• **EXERCISE GOAL**
In your answer, set down the records below exactly as they stand, omitting pictures.

━━━ MATERIAL FOR THIS EXERCISE

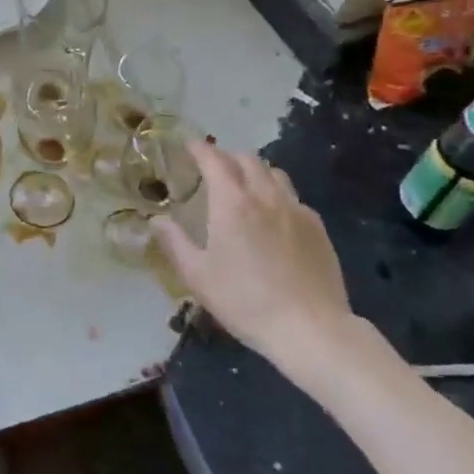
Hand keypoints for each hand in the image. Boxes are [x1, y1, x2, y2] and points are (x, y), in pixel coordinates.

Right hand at [153, 146, 384, 389]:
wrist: (310, 328)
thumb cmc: (245, 301)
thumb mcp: (197, 276)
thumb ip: (174, 242)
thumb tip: (157, 219)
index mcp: (232, 203)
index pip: (214, 160)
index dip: (199, 149)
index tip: (188, 145)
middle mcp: (265, 196)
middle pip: (247, 160)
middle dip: (227, 156)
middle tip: (212, 166)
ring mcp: (296, 210)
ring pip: (274, 173)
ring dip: (254, 170)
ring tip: (243, 185)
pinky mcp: (317, 227)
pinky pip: (293, 197)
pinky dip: (276, 194)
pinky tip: (272, 216)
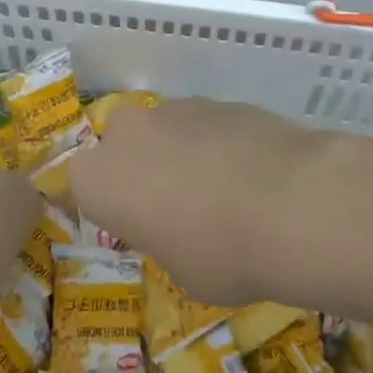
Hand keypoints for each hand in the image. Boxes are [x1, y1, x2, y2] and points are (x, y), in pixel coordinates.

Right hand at [70, 98, 323, 306]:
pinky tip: (252, 172)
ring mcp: (176, 109)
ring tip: (223, 189)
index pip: (80, 185)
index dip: (108, 204)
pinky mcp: (221, 99)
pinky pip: (206, 125)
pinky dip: (219, 143)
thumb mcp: (181, 272)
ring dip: (181, 152)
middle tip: (173, 203)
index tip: (132, 224)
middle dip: (140, 167)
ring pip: (165, 129)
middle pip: (120, 144)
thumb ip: (167, 241)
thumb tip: (183, 227)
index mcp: (99, 180)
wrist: (293, 204)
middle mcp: (127, 133)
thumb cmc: (220, 254)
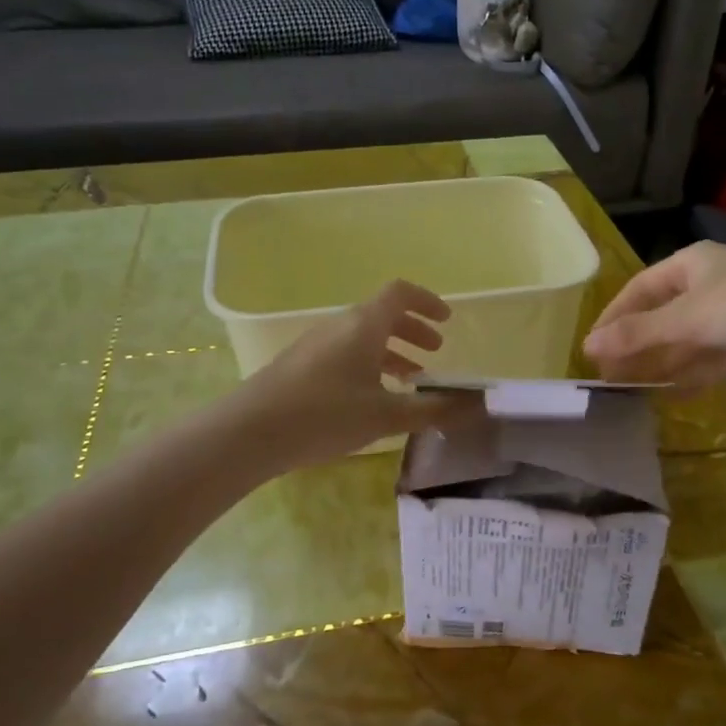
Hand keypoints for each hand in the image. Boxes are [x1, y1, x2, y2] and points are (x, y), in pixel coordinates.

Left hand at [234, 280, 470, 466]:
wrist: (249, 432)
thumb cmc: (325, 415)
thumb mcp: (386, 416)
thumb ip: (432, 409)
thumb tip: (476, 406)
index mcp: (364, 325)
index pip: (400, 293)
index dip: (427, 301)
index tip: (446, 320)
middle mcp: (340, 326)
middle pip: (382, 315)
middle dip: (412, 330)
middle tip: (434, 352)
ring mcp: (316, 345)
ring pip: (362, 337)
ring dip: (391, 351)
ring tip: (410, 380)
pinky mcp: (299, 366)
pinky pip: (344, 353)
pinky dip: (368, 364)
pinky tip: (371, 399)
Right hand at [583, 242, 725, 387]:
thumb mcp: (686, 316)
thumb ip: (638, 333)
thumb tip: (588, 346)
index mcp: (691, 264)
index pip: (640, 288)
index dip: (614, 316)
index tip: (592, 346)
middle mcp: (708, 285)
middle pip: (661, 316)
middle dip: (636, 345)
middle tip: (609, 375)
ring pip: (685, 341)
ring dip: (660, 363)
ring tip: (631, 390)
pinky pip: (709, 359)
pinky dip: (689, 375)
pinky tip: (669, 395)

━━━━━━

• **ANSWER TO THIS EXERCISE**
Hand keypoints for each hand in the image. Boxes are [x1, y1, x2, y2] and points are (x, y), in pixel coordinates.

Right hand at [153, 146, 384, 389]:
wrist: (310, 328)
thumb cmc: (245, 301)
thumb mcp: (197, 276)
thumb ip: (174, 242)
thumb tip: (157, 219)
index mcp: (232, 203)
index pip: (214, 160)
index dip: (199, 149)
index tip: (188, 145)
middle mcp: (265, 196)
middle pip: (247, 160)
middle dip: (227, 156)
middle tip: (212, 166)
ring mcp: (296, 210)
ring pip: (274, 173)
ring dip: (254, 170)
ring tip: (243, 185)
pinky mcp: (317, 227)
pinky pip: (293, 197)
pinky dip: (276, 194)
pinky tip: (272, 216)
Hand keypoints for each hand in the image. Boxes are [x1, y1, x2, y2] and points are (x, y), in pixel coordinates.

Right hand at [70, 98, 323, 306]:
pinky tip: (252, 172)
ring mcp: (176, 109)
ring tip: (223, 189)
index pip: (80, 185)
index dip: (108, 204)
pinky mcp: (221, 99)
pinky pip: (206, 125)
pinky dip: (219, 143)
thumb mcp: (181, 272)
ring dip: (181, 152)
middle tip: (173, 203)
index tip: (132, 224)
middle dip: (140, 167)
ring pip: (165, 129)
middle pip: (120, 144)
thumb ip: (167, 241)
thumb tip: (183, 227)
index mcp: (99, 180)
wrist: (293, 204)
middle mcp: (127, 133)
thumb cmc: (220, 254)
Hand keypoints for each hand in the image. Boxes are [x1, y1, x2, y2] and points are (x, y), in pixel coordinates.

Left hand at [234, 280, 470, 466]:
wrist: (249, 432)
thumb cmc: (325, 415)
thumb mcp: (386, 416)
thumb ip: (432, 409)
thumb tip: (476, 406)
index mcp: (364, 325)
index pip: (400, 293)
index dip: (427, 301)
index tip: (446, 320)
middle mcp: (340, 326)
middle pip: (382, 315)
middle dip: (412, 330)
middle tip: (434, 352)
ring mcp: (316, 345)
ring pip: (362, 337)
ring dip: (391, 351)
ring tip: (410, 380)
pinky mcp: (299, 366)
pinky pip: (344, 353)
pinky dip: (368, 364)
pinky tip: (371, 399)
Right hand at [583, 242, 725, 387]:
thumb mcp: (686, 316)
thumb ip: (638, 333)
thumb tip: (588, 346)
index mcp: (691, 264)
index pip: (640, 288)
index dip: (614, 316)
index tip: (592, 346)
middle mcp: (708, 285)
middle pip: (661, 316)
middle dip: (636, 345)
middle tip: (609, 375)
ring pip: (685, 341)
ring dip: (660, 363)
ring tip: (631, 390)
pinky pip: (709, 359)
pinky dip: (689, 375)
pinky tip: (669, 395)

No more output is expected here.